Un motivo potrebbe essere la scarsa propensione dei crociati ad intraprendere azioni giuridiche, in una terra per molti solo di passaggio, oppure si potrebbe pensare al ceto che si rivolge ai notai, e ciò implicherebbe delle considerazioni sull’ambito sociale cui appartenevano i crociati. Una possibile risposta è in una questione di metodo: oltre ad una certa selezione dei documenti operata dalle cancellerie dei centri monastici ed ecclesiastici, è bene ripensare al particolare statuto del documento medievale, che non ha di per sé la funzione di trasmettere informazioni storiche, sebbene sia possibile individuare importanti tracce di mentalità, credenze religiose e culture. Probabilmente non vi è stata alcuna motivazione giuridica per accogliere nei documenti eventuali influssi delle spedizioni crociate, e forse bisognerà riconsiderarne più attentamente l’impatto sul tessuto sociale meridionale e sul suo immaginario collettivo.

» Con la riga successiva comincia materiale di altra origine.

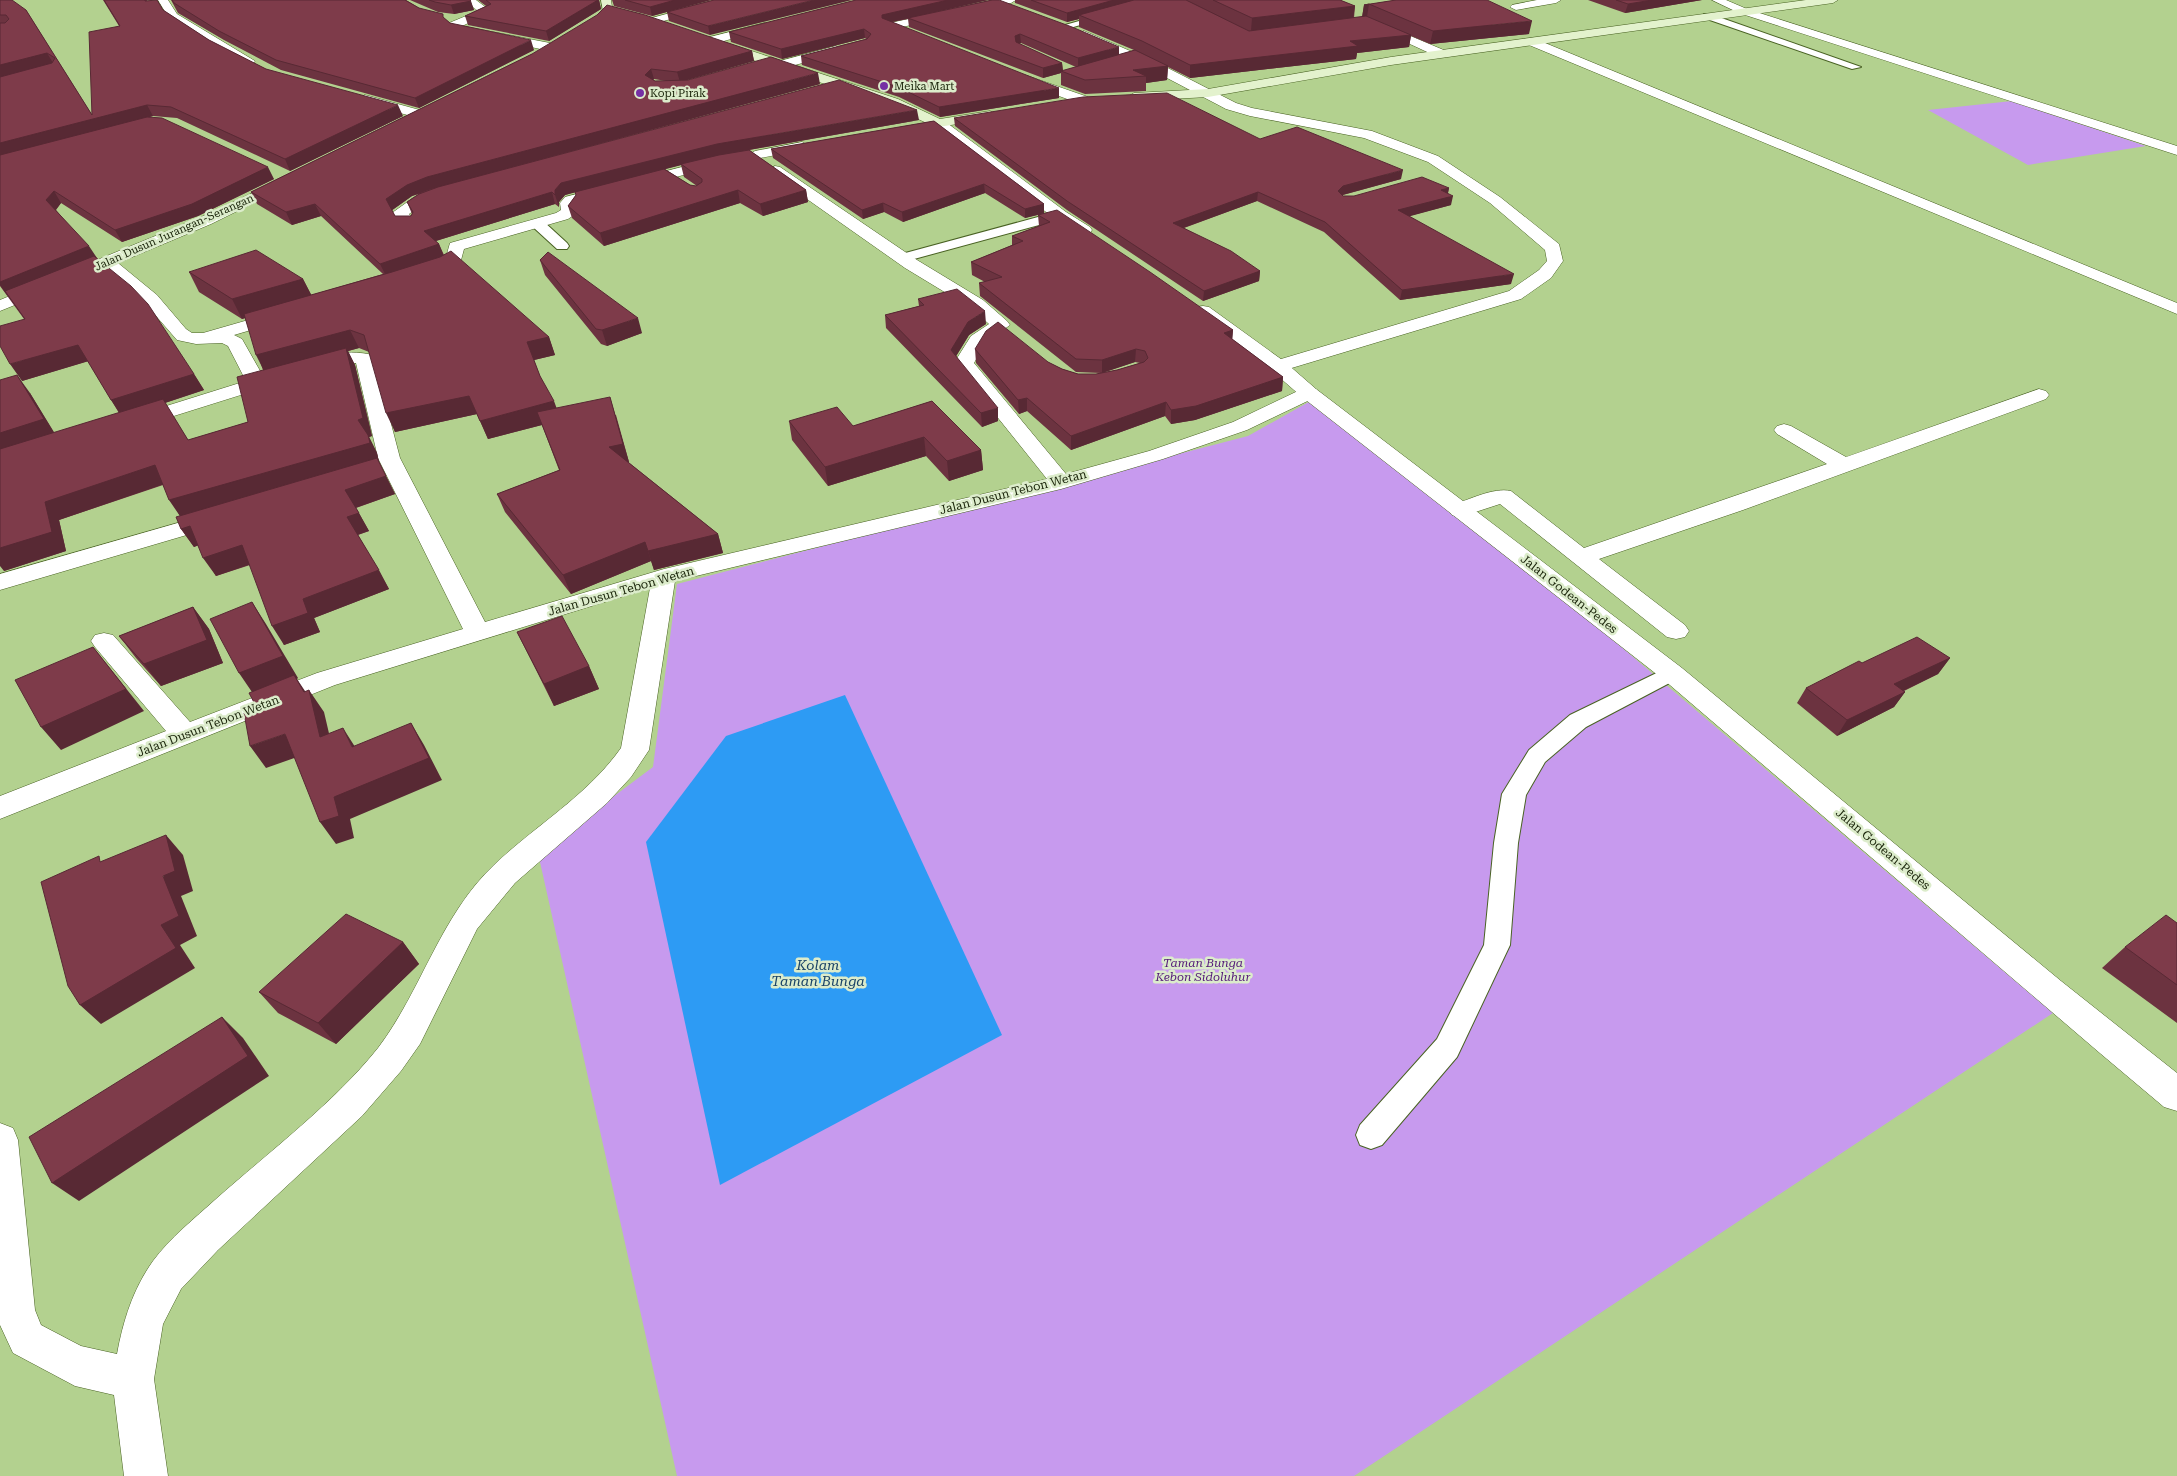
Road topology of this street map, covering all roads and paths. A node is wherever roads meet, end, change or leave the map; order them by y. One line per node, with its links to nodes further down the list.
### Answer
1 (163, 0): 32 (street)
2 (468, 0): 14 (street)
3 (731, 0): 16 (street)
4 (1163, 0): 19 (lane)
5 (1556, 0): 10 (street)
6 (1717, 0): 11 (street)
7 (1833, 0): 11 (main road)
8 (606, 4): 15 (street); 16 (main road)
9 (1009, 4): 24 (street)
10 (1516, 7)
11 (1743, 11): 12 (main road); 52 (street)
12 (1707, 16): 23 (main road); 33 (lane)
13 (441, 17): 14 (street)
14 (460, 21): 25 (street)
15 (595, 21)
16 (652, 21): 20 (main road)
17 (780, 22): 22 (street)
18 (1360, 22): 27 (street)
19 (1059, 26): 28 (street)
20 (677, 29)
21 (564, 39): 25 (street)
22 (706, 39): 30 (main road)
23 (1533, 42): 27 (main road); 68 (street)
24 (929, 43)
25 (550, 47): 29 (street)
26 (844, 48): 30 (street)
27 (1442, 54): 40 (main road)
28 (1135, 58): 31 (street); 40 (street)
29 (530, 60)
30 (776, 64): 34 (street); 37 (main road)
31 (1116, 64)
32 (260, 66)
33 (1856, 67)
34 (753, 68)
35 (1013, 74): 38 (street)
36 (1060, 80): 38 (street)
37 (841, 84): 39 (street); 49 (main road)
38 (1041, 85): 43 (street)
39 (812, 92)
40 (1208, 93): 42 (main road); 54 (street)
41 (349, 95): 47 (street)
42 (1121, 98)
43 (1087, 100): 44 (main road)
44 (1054, 105)
45 (438, 106): 47 (street)
46 (1005, 112): 49 (main road)
47 (422, 115): 48 (street)
48 (404, 123)
49 (938, 123): 50 (street); 58 (street)
50 (910, 128)
51 (814, 144): 53 (street)
52 (2177, 151)
53 (755, 155): 60 (street); 63 (street)
54 (1451, 171): 56 (street); 71 (street)
55 (273, 172): 64 (street, Jalan Dusun Jurangan-Serangan)
56 (1432, 176)
57 (456, 189): 59 (street)
58 (1060, 215): 61 (street); 63 (lane)
59 (408, 224)
60 (538, 224): 62 (lane); 65 (street)
61 (1102, 242)
62 (562, 246)
63 (903, 258): 78 (street)
64 (106, 262): 67 (street, Jalan Dusun Jurangan-Serangan); 70 (street)
65 (409, 278)
66 (1188, 300): 71 (street, Jalan Godean-Pedes)
67 (0, 306)
68 (2177, 309)
69 (296, 311): 70 (street)
70 (210, 336): 72 (street)
71 (1278, 366): 73 (street, Jalan Godean-Pedes)
72 (257, 383): 75 (street); 85 (street)
73 (1309, 393): 78 (street, Jalan Dusun Tebon Wetan); 79 (street, Jalan Godean-Pedes)
74 (2039, 394): 77 (street)
75 (114, 428)
76 (1784, 430): 77 (street)
77 (1844, 465): 81 (street)
78 (1061, 482): 82 (street, Jalan Dusun Tebon Wetan)
79 (1460, 510): 81 (street); 87 (street, Jalan Godean-Pedes)
80 (239, 512): 83 (street)
81 (1581, 557): 84 (street)
82 (664, 576): 85 (street, Jalan Dusun Tebon Wetan); 93 (street)
83 (0, 582)
84 (1676, 631)
85 (478, 633): 88 (street, Jalan Dusun Tebon Wetan)
86 (104, 641): 88 (street)
87 (1671, 673): 90 (street, Jalan Godean-Pedes); 91 (lane)
88 (185, 735): 89 (street, Jalan Dusun Tebon Wetan)
89 (0, 808)
90 (2177, 1095)
91 (1371, 1135)
92 (0, 1140): 93 (street)
93 (133, 1379): 94 (street)
94 (146, 1476)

L’ultimo tema affrontato nel convegno ha riguardato i rapporti tra le comunità ebraiche meridionali e il movimento crociato: ne ha parlato Cesare Colafemmina (Gli ambienti ebraici meridionali e le Crociate). Dall’analisi delle due uniche fonti sull’argomento, una Autobiografia di Obadiah di Oppido Lucano, sacerdote convertitosi all’Ebraismo nel 1102, e una Historia hierosolymitana di Baldarico di Dole, il relatore esclude che in Italia meridionale vi siano stati fenomeni come quelli che hanno funestato le terre tedesche e balcaniche specie durante la prima Crociata. Si potrebbe pensare ad una predicazione non molto diffusa ed incisiva, ma si preferisce spiegare la relativa calma nel Mezzogiorno con i buoni rapporti che legavano le numerose comunità ebraiche e la popolazione cristiana locale e con una politica lungimirante del potere normanno. Solo nel XIII secolo e oltre sono testimoniate violenze, dovute alla predicazione antisemita degli appartenenti ai nuovi Ordini religiosi. Interessante infine il modo col quale le comunità ebraiche hanno letto il momento della Prima crociata, come tempo in cui le loro attese messianiche ed escatologiche sarebbero state soddisfatte: un generale annientamento delle popolazioni in lotta e finalmente il ritorno degli Ebrei nella Terra promessa, liberata dagli infedeli.

Nel Discorso di chiusura Giovanni Cherubini ha ripercorso gli argomenti svolti nelle quattro intense giornate di studio. Ha così individuato due gruppi di relazioni, uno dei quali ha analizzato cronologicamente, in base alla successione di personalità importanti, sovrani ed eventi, il vario coinvolgimento del Mezzogiorno nell’esperienza crociata; un secondo dedicato invece a tematiche generali coinvolgenti l’intero arco cronologico delle Crociate. Queste XIV «giornate» si sono così presentate quasi come un microcosmo che riflette nella sua struttura l’esperienza di questi incontri, partiti da un’indagine che seguiva la successione di condottieri e sovrani normanni e svevi (dalle I alle VI «giornate») e poi allargatisi allo studio di soggetti complessi, da Terra e uomini (1985), Uomo e ambiente (1987), Condizione umana e ruoli sociali (1989), Itinerari e centri urbani (1991), Strumenti, tempi e luoghi di comunicazione (1993), Centri di produzione della cultura (1995), sino a Il Mezzogiorno normanno-svevo visto dall’Europa e dal mondo mediterraneo (1997): un itinerario organico e coerente che ha trovato conferma in questo ultimo incontro di studio.

 

[*] Pubblicato in «Quaderni medievali», 51 (giugno 2001), pp. 207-218.